◆ YOUR GOAL: For the material below, output exactly the span from the line with "index pip: (170, 72)" to the line with "middle mcp: (54, 257)", including both, and nothing besides.
▶
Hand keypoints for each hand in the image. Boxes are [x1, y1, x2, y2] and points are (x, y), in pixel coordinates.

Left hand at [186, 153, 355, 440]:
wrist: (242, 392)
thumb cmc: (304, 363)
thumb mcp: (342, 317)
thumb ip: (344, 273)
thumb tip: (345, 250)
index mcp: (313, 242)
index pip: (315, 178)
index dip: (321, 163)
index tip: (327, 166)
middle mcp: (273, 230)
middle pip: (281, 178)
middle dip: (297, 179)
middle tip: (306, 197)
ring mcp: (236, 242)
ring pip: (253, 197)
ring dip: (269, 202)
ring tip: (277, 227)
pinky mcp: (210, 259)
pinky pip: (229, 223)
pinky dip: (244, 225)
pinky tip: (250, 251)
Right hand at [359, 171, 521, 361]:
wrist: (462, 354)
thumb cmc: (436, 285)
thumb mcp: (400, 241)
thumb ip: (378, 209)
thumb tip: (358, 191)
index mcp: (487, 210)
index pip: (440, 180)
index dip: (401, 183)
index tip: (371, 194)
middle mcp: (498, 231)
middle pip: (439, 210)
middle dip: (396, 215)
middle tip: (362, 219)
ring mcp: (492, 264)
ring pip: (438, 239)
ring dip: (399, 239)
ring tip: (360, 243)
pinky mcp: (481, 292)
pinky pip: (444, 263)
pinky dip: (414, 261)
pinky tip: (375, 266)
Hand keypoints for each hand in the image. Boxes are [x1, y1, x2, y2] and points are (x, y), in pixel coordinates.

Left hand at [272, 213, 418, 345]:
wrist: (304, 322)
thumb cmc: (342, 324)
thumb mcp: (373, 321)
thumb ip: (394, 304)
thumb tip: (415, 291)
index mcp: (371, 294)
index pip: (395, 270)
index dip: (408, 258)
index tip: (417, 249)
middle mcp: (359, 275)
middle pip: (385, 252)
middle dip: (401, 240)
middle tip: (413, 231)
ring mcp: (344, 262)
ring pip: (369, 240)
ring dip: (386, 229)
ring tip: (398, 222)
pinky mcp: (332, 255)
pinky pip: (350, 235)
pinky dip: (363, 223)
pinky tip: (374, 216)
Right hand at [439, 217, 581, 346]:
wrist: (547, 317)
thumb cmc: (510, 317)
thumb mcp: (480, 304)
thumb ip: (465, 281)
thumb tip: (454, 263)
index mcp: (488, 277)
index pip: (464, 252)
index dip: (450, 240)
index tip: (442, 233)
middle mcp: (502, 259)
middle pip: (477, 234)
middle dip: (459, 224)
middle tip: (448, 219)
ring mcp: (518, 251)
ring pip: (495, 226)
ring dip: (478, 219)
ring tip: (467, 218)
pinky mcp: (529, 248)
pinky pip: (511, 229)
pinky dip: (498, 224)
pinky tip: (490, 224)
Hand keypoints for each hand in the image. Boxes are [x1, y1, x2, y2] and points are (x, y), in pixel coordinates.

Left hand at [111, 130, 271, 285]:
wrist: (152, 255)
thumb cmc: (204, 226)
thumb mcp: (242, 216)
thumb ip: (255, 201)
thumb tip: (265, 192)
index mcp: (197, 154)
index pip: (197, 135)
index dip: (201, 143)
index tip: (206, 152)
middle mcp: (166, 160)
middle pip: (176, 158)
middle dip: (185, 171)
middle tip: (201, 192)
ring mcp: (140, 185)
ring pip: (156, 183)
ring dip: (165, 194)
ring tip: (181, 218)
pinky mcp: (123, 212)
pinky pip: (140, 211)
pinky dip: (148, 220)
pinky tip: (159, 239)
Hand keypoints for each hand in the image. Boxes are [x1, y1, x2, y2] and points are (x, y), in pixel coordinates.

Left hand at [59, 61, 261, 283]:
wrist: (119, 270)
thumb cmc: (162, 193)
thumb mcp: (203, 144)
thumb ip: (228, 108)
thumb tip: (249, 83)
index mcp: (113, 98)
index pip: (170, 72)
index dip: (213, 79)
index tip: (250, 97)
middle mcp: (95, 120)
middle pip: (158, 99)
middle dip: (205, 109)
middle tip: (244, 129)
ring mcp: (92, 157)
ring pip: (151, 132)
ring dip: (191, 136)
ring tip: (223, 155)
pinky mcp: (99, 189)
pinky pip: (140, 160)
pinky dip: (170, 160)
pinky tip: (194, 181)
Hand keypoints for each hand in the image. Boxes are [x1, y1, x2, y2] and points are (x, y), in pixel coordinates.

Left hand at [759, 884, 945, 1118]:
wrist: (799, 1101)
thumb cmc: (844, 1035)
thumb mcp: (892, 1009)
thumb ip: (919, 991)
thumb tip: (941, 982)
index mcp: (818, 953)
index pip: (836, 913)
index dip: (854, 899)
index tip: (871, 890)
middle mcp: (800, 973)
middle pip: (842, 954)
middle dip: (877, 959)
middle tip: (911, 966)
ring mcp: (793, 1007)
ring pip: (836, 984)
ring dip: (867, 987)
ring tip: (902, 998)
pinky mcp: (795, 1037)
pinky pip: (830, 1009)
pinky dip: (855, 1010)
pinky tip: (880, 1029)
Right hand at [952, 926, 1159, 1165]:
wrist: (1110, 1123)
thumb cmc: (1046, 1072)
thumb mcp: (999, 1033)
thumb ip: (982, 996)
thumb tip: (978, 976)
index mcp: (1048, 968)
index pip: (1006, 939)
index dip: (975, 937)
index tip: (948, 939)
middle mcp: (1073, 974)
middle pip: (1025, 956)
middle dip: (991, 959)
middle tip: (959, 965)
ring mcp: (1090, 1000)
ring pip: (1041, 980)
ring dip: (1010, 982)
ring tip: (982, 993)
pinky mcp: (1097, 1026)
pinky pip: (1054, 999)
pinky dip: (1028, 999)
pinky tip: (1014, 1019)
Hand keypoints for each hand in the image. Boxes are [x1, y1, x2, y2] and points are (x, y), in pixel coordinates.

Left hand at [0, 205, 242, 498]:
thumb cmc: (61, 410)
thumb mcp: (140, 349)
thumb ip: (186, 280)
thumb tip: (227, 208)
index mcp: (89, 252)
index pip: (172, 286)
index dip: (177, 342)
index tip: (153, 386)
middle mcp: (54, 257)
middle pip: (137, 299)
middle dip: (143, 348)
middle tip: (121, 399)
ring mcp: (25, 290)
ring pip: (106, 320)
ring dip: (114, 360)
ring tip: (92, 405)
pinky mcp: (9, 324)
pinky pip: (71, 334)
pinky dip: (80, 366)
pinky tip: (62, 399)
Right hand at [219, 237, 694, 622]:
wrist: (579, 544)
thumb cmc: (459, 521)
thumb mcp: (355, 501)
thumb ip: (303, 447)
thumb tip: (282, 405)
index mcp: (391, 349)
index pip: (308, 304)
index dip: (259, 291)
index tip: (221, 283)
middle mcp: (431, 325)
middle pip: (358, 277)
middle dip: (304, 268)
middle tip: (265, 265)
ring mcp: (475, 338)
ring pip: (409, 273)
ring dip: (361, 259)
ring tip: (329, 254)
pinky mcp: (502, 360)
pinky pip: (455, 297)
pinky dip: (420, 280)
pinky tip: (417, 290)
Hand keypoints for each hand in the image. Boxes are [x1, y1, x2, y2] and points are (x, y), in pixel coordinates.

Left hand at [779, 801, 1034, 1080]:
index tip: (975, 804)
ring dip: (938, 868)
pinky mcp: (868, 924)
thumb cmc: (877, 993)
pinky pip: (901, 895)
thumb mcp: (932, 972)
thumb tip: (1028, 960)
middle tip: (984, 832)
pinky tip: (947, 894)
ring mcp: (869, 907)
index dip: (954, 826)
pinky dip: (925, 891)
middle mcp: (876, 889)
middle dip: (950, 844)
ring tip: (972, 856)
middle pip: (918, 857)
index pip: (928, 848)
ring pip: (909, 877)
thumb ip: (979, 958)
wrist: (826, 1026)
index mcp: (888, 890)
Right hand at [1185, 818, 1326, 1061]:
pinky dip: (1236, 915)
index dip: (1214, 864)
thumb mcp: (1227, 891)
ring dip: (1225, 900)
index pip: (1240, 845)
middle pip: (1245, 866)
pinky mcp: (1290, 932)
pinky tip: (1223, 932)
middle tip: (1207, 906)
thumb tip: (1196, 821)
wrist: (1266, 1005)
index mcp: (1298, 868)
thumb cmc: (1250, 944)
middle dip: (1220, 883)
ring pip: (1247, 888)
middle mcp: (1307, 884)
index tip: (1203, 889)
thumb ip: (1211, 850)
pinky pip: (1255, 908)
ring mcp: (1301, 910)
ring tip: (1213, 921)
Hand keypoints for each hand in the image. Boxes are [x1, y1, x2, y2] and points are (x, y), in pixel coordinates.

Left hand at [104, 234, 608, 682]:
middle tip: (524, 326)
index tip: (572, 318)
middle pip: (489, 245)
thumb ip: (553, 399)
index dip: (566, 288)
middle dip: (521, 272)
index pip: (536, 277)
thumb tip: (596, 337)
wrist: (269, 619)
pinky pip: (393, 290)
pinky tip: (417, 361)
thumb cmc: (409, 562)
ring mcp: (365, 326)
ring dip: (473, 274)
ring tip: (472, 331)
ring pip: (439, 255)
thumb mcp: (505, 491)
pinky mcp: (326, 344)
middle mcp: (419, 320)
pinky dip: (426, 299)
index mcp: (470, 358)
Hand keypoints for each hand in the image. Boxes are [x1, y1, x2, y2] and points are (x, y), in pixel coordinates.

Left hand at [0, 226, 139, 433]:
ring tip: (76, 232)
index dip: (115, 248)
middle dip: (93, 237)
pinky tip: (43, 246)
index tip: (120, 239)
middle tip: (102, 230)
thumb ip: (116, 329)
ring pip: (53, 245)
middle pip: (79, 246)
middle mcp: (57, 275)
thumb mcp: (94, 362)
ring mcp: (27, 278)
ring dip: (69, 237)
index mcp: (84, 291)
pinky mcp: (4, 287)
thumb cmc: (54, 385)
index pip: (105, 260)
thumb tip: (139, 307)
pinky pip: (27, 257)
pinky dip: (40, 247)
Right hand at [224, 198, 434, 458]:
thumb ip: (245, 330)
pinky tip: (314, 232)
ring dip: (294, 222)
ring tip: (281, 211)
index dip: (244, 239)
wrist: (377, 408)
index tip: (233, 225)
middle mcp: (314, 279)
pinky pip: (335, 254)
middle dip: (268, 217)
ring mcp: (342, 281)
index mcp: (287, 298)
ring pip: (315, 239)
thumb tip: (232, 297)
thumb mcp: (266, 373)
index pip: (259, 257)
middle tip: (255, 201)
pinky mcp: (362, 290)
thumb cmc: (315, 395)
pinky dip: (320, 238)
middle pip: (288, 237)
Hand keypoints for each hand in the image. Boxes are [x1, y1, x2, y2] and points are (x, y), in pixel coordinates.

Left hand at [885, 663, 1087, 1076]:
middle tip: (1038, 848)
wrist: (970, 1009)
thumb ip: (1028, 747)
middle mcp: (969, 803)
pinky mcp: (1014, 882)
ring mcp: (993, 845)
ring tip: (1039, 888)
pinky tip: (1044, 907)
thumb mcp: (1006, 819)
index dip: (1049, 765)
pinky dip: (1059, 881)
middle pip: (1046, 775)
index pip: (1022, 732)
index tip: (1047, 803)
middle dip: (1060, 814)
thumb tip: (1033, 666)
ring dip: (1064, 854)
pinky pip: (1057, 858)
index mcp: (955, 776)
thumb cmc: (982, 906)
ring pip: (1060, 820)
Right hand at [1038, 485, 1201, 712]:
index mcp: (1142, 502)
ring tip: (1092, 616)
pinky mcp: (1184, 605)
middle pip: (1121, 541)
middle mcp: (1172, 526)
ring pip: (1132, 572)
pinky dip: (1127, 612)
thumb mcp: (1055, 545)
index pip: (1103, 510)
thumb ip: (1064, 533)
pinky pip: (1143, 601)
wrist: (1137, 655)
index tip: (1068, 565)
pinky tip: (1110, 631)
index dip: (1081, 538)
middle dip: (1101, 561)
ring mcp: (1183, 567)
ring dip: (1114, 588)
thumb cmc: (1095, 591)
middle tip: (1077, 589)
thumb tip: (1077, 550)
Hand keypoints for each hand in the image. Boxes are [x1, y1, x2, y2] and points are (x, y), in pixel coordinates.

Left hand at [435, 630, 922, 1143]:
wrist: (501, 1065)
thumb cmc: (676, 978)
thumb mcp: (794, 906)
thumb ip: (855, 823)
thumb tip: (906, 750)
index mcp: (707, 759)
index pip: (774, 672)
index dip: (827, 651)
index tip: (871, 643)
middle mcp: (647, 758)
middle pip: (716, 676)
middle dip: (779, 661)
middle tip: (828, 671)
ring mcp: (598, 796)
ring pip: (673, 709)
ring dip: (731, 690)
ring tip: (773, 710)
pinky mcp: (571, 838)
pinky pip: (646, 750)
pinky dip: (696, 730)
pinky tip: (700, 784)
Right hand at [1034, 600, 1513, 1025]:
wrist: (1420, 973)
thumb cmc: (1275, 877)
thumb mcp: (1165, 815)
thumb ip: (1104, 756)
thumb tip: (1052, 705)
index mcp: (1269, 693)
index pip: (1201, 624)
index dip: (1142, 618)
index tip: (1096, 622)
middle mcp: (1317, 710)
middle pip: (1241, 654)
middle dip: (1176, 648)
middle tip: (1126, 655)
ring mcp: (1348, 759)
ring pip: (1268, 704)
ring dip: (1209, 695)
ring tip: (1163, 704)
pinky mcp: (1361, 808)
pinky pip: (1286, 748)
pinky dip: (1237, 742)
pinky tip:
◀
◆ ANSWER TO THE PROBLEM:
index pip: (170, 72)
index dip: (213, 79)
index tip: (250, 97)
middle mcp: (95, 120)
middle pip: (158, 99)
middle dip: (205, 109)
middle tip: (244, 129)
ring mcp: (92, 157)
ring pip: (151, 132)
ring dip: (191, 136)
ring tip: (223, 155)
pinky mcp: (99, 189)
pinky pip: (140, 160)
pinky dip: (170, 160)
pinky tip: (194, 181)
Hand keypoints for each hand in the image. Boxes are [x1, y1, x2, y2] and points are (x, y), in pixel coordinates.

Left hand at [759, 884, 945, 1118]:
wrist: (799, 1101)
thumb cmc: (844, 1035)
thumb mcp: (892, 1009)
thumb ip: (919, 991)
thumb tip: (941, 982)
index mcp: (818, 953)
index pip: (836, 913)
index dip: (854, 899)
index tip: (871, 890)
middle mcp: (800, 973)
middle pip: (842, 954)
middle dip: (877, 959)
middle tip: (911, 966)
ring mcp: (793, 1007)
ring pip: (836, 984)
ring dip: (867, 987)
ring tip: (902, 998)
pinky mcp: (795, 1037)
pinky pip: (830, 1009)
pinky dip: (855, 1010)
pinky tip: (880, 1029)
Right hand at [952, 926, 1159, 1165]:
wrist: (1110, 1123)
thumb cmc: (1046, 1072)
thumb mcp: (999, 1033)
thumb ip: (982, 996)
thumb tip: (978, 976)
index mcp: (1048, 968)
index pip: (1006, 939)
index dip: (975, 937)
index tip: (948, 939)
middle mcp: (1073, 974)
middle pip: (1025, 956)
middle dip: (991, 959)
middle tip: (959, 965)
ring mcp: (1090, 1000)
ring pip: (1041, 980)
ring dip: (1010, 982)
ring tip: (982, 993)
pinky mcp: (1097, 1026)
pinky pip: (1054, 999)
pinky dip: (1028, 999)
pinky tip: (1014, 1019)
Hand keypoints for each hand in the image. Boxes are [x1, y1, x2, y2] and points are (x, y), in pixel coordinates.

Left hand at [0, 205, 242, 498]:
thumb cmc: (61, 410)
thumb mcp: (140, 349)
thumb ip: (186, 280)
thumb tip: (227, 208)
index mcp: (89, 252)
index pip: (172, 286)
index dip: (177, 342)
index tip: (153, 386)
middle mcp: (54, 257)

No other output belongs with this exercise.